Return every line from the records below in which the word "Greenfield" is found.

Records shown section start

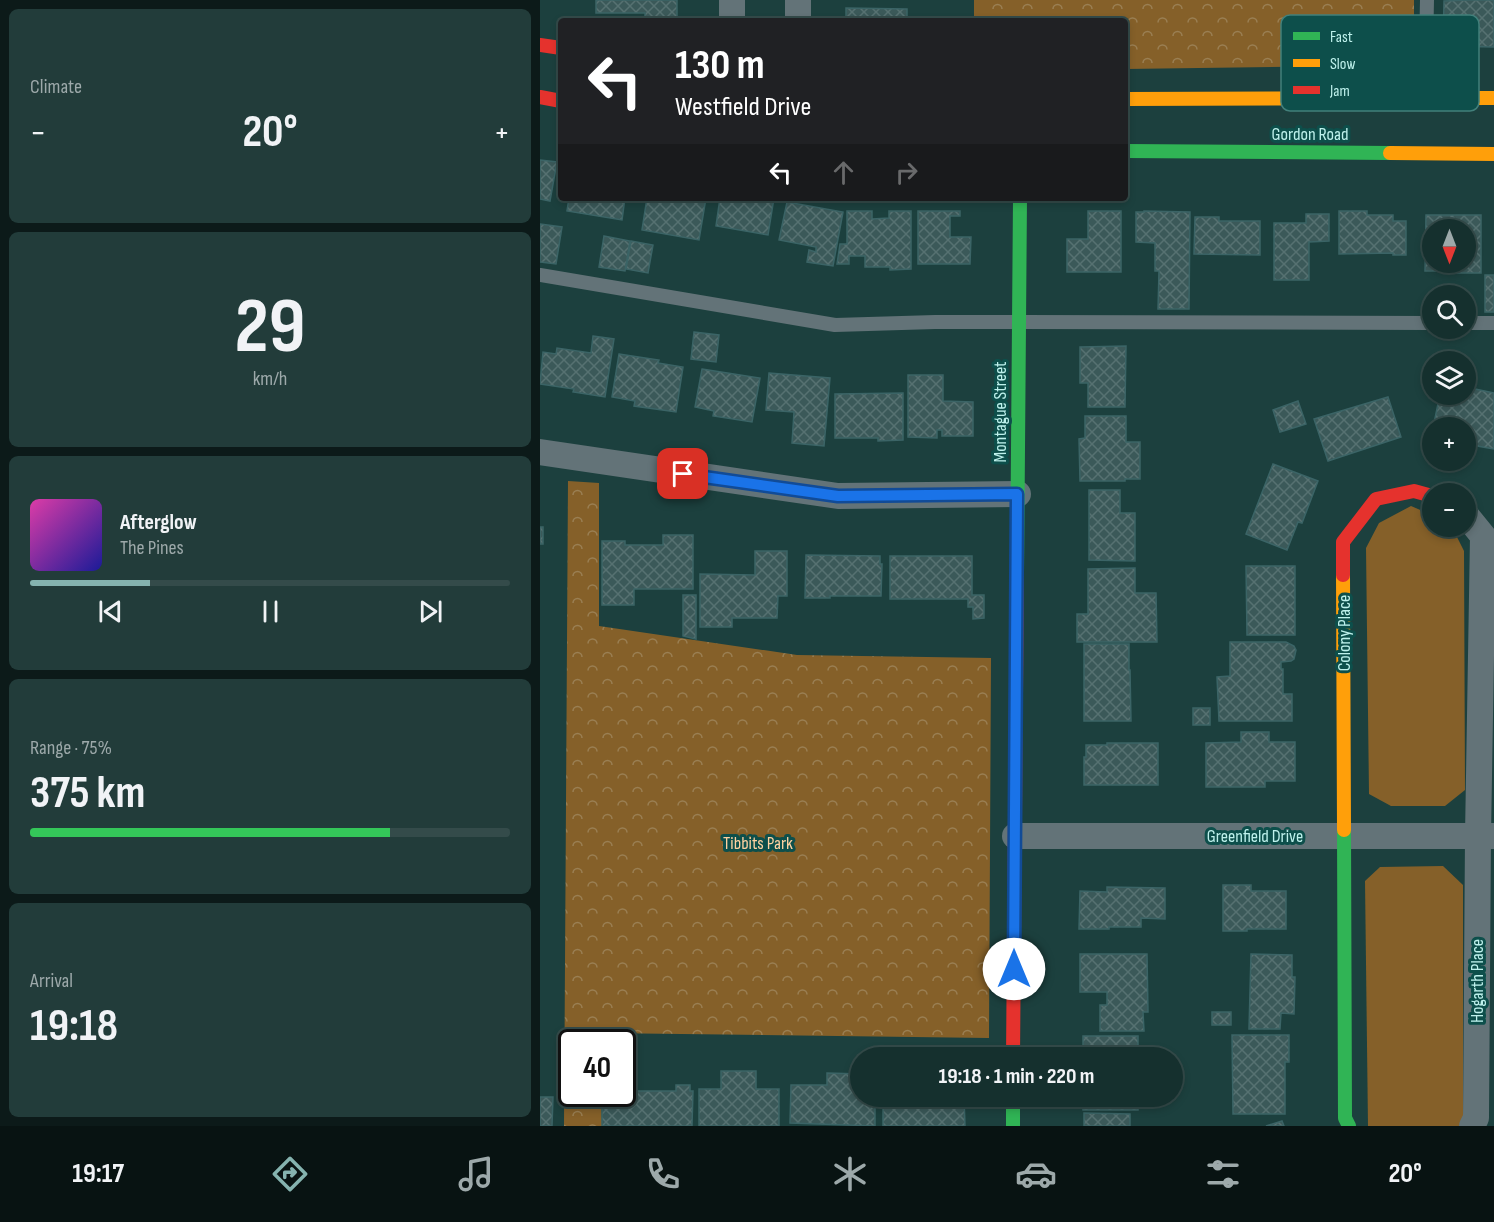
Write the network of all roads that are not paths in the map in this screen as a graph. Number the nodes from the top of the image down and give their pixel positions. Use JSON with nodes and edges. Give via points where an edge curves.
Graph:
{"nodes":[{"id":1,"x":732,"y":0,"type":"edge"},
{"id":2,"x":798,"y":0,"type":"edge"},
{"id":3,"x":1427,"y":0,"type":"edge"},
{"id":4,"x":1427,"y":15,"type":"edge"},
{"id":5,"x":732,"y":18,"type":"edge"},
{"id":6,"x":798,"y":18,"type":"edge"},
{"id":7,"x":540,"y":45,"type":"edge"},
{"id":8,"x":558,"y":48,"type":"edge"},
{"id":9,"x":540,"y":97,"type":"edge"},
{"id":10,"x":1281,"y":98,"type":"edge"},
{"id":11,"x":1128,"y":99,"type":"edge"},
{"id":12,"x":558,"y":100,"type":"edge"},
{"id":13,"x":1128,"y":151,"type":"edge"},
{"id":14,"x":1494,"y":154,"type":"edge"},
{"id":15,"x":1020,"y":201,"type":"edge"},
{"id":16,"x":540,"y":275,"type":"edge"},
{"id":17,"x":1019,"y":322,"type":"junction"},
{"id":18,"x":1422,"y":323,"type":"edge"},
{"id":19,"x":1476,"y":323,"type":"edge"},
{"id":20,"x":1494,"y":323,"type":"edge"},
{"id":21,"x":540,"y":452,"type":"edge"},
{"id":22,"x":1422,"y":493,"type":"edge"},
{"id":23,"x":1017,"y":494,"type":"junction"},
{"id":24,"x":1476,"y":527,"type":"edge"},
{"id":25,"x":1015,"y":836,"type":"junction"},
{"id":26,"x":1344,"y":836,"type":"junction"},
{"id":27,"x":1486,"y":836,"type":"edge"},
{"id":28,"x":1014,"y":1047,"type":"edge"},
{"id":29,"x":1013,"y":1107,"type":"edge"},
{"id":30,"x":1013,"y":1126,"type":"edge"},
{"id":31,"x":1349,"y":1126,"type":"edge"},
{"id":32,"x":1472,"y":1126,"type":"edge"}],
"edges":[{"from":1,"to":5,"type":"street"},
{"from":2,"to":6,"type":"street"},
{"from":3,"to":4,"type":"lane"},
{"from":7,"to":8,"type":"street"},
{"from":9,"to":12,"type":"street"},
{"from":10,"to":11,"type":"street","name":"Gordon Road"},
{"from":13,"to":14,"type":"street","name":"Gordon Road"},
{"from":15,"to":17,"type":"street","name":"Montague Street"},
{"from":16,"to":17,"type":"lane","via":[[835,325]]},
{"from":17,"to":18,"type":"lane"},
{"from":17,"to":23,"type":"street","name":"Montague Street"},
{"from":19,"to":20,"type":"lane"},
{"from":21,"to":23,"type":"street","via":[[838,496]]},
{"from":22,"to":26,"type":"street","name":"Colony Place","via":[[1414,491],[1376,499],[1343,542]]},
{"from":23,"to":25,"type":"street","name":"Montague Street"},
{"from":24,"to":27,"type":"street","via":[[1484,537]]},
{"from":25,"to":26,"type":"street","name":"Greenfield Drive"},
{"from":25,"to":28,"type":"street","name":"Montague Street"},
{"from":26,"to":27,"type":"street","name":"Greenfield Drive"},
{"from":26,"to":31,"type":"street","via":[[1345,1118]]},
{"from":27,"to":32,"type":"street","name":"Hogarth Place","via":[[1476,1118]]},
{"from":29,"to":30,"type":"street"}]}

Records shown section end

- **Your solution**:
{"from":25,"to":26,"type":"street","name":"Greenfield Drive"},
{"from":26,"to":27,"type":"street","name":"Greenfield Drive"},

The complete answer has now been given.